- [WHAT TO PRODUCE]: Down to the final line, write out the data below exactly.

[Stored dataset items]
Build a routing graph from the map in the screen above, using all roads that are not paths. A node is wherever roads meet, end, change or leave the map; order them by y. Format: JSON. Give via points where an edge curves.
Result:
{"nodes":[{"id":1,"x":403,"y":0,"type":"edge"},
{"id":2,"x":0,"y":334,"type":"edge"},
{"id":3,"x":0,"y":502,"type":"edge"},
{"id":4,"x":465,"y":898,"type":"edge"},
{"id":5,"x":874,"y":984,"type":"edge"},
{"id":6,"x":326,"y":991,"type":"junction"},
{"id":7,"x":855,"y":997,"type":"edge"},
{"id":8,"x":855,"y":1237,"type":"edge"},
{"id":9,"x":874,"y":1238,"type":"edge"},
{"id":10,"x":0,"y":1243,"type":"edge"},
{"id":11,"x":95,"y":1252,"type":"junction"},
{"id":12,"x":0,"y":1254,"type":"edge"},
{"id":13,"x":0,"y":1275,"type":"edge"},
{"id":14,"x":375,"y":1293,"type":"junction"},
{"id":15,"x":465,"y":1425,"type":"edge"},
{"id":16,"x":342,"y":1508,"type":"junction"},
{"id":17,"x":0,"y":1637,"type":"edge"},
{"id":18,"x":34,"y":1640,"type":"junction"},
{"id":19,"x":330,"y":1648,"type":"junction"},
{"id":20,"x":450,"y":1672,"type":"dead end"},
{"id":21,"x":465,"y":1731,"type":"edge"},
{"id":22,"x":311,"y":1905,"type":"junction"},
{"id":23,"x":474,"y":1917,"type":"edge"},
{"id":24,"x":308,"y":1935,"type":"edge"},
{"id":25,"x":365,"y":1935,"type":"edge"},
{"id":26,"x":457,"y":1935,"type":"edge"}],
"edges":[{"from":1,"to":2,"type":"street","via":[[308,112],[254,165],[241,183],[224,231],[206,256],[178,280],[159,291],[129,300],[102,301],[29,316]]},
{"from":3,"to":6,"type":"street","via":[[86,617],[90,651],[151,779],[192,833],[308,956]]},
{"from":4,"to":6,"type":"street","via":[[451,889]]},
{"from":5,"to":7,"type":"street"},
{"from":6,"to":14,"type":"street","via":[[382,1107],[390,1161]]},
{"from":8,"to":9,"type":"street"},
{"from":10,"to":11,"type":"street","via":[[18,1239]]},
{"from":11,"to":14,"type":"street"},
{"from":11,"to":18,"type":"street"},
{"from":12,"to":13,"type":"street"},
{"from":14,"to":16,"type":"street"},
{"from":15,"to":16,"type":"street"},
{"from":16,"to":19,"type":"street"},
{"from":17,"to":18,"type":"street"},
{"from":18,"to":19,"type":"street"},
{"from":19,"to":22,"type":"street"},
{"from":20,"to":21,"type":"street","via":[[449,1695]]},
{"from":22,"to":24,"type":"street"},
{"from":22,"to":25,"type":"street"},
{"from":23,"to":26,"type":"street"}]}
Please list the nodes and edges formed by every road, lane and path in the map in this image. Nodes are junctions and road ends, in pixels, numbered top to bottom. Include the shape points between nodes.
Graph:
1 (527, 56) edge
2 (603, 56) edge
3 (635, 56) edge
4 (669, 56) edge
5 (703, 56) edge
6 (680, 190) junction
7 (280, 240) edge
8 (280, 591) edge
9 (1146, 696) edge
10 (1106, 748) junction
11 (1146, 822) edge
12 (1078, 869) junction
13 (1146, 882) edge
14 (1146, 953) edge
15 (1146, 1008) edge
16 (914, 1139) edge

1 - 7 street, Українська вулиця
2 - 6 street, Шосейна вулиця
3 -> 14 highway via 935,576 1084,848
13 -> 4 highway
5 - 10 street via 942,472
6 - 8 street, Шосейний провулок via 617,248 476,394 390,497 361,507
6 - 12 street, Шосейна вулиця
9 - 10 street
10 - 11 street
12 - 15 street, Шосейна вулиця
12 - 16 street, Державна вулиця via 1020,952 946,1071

- [WRITTEN RESPONSE]:
Build a routing graph from the map in the screen above, using all roads that are not paths. A node is wherever roads meet, end, change or leave the map; order them by y. Format: JSON. Give via points where an edge curves.
Result:
{"nodes":[{"id":1,"x":403,"y":0,"type":"edge"},
{"id":2,"x":0,"y":334,"type":"edge"},
{"id":3,"x":0,"y":502,"type":"edge"},
{"id":4,"x":465,"y":898,"type":"edge"},
{"id":5,"x":874,"y":984,"type":"edge"},
{"id":6,"x":326,"y":991,"type":"junction"},
{"id":7,"x":855,"y":997,"type":"edge"},
{"id":8,"x":855,"y":1237,"type":"edge"},
{"id":9,"x":874,"y":1238,"type":"edge"},
{"id":10,"x":0,"y":1243,"type":"edge"},
{"id":11,"x":95,"y":1252,"type":"junction"},
{"id":12,"x":0,"y":1254,"type":"edge"},
{"id":13,"x":0,"y":1275,"type":"edge"},
{"id":14,"x":375,"y":1293,"type":"junction"},
{"id":15,"x":465,"y":1425,"type":"edge"},
{"id":16,"x":342,"y":1508,"type":"junction"},
{"id":17,"x":0,"y":1637,"type":"edge"},
{"id":18,"x":34,"y":1640,"type":"junction"},
{"id":19,"x":330,"y":1648,"type":"junction"},
{"id":20,"x":450,"y":1672,"type":"dead end"},
{"id":21,"x":465,"y":1731,"type":"edge"},
{"id":22,"x":311,"y":1905,"type":"junction"},
{"id":23,"x":474,"y":1917,"type":"edge"},
{"id":24,"x":308,"y":1935,"type":"edge"},
{"id":25,"x":365,"y":1935,"type":"edge"},
{"id":26,"x":457,"y":1935,"type":"edge"}],
"edges":[{"from":1,"to":2,"type":"street","via":[[308,112],[254,165],[241,183],[224,231],[206,256],[178,280],[159,291],[129,300],[102,301],[29,316]]},
{"from":3,"to":6,"type":"street","via":[[86,617],[90,651],[151,779],[192,833],[308,956]]},
{"from":4,"to":6,"type":"street","via":[[451,889]]},
{"from":5,"to":7,"type":"street"},
{"from":6,"to":14,"type":"street","via":[[382,1107],[390,1161]]},
{"from":8,"to":9,"type":"street"},
{"from":10,"to":11,"type":"street","via":[[18,1239]]},
{"from":11,"to":14,"type":"street"},
{"from":11,"to":18,"type":"street"},
{"from":12,"to":13,"type":"street"},
{"from":14,"to":16,"type":"street"},
{"from":15,"to":16,"type":"street"},
{"from":16,"to":19,"type":"street"},
{"from":17,"to":18,"type":"street"},
{"from":18,"to":19,"type":"street"},
{"from":19,"to":22,"type":"street"},
{"from":20,"to":21,"type":"street","via":[[449,1695]]},
{"from":22,"to":24,"type":"street"},
{"from":22,"to":25,"type":"street"},
{"from":23,"to":26,"type":"street"}]}
Please list the nodes and edges formed by every road, lane and path in the map in this image. Nodes are junctions and road ends, in pixels, numbered top to bottom. Include the shape points between nodes.
Graph:
1 (527, 56) edge
2 (603, 56) edge
3 (635, 56) edge
4 (669, 56) edge
5 (703, 56) edge
6 (680, 190) junction
7 (280, 240) edge
8 (280, 591) edge
9 (1146, 696) edge
10 (1106, 748) junction
11 (1146, 822) edge
12 (1078, 869) junction
13 (1146, 882) edge
14 (1146, 953) edge
15 (1146, 1008) edge
16 (914, 1139) edge

1 - 7 street, Українська вулиця
2 - 6 street, Шосейна вулиця
3 -> 14 highway via 935,576 1084,848
13 -> 4 highway
5 - 10 street via 942,472
6 - 8 street, Шосейний провулок via 617,248 476,394 390,497 361,507
6 - 12 street, Шосейна вулиця
9 - 10 street
10 - 11 street
12 - 15 street, Шосейна вулиця
12 - 16 street, Державна вулиця via 1020,952 946,1071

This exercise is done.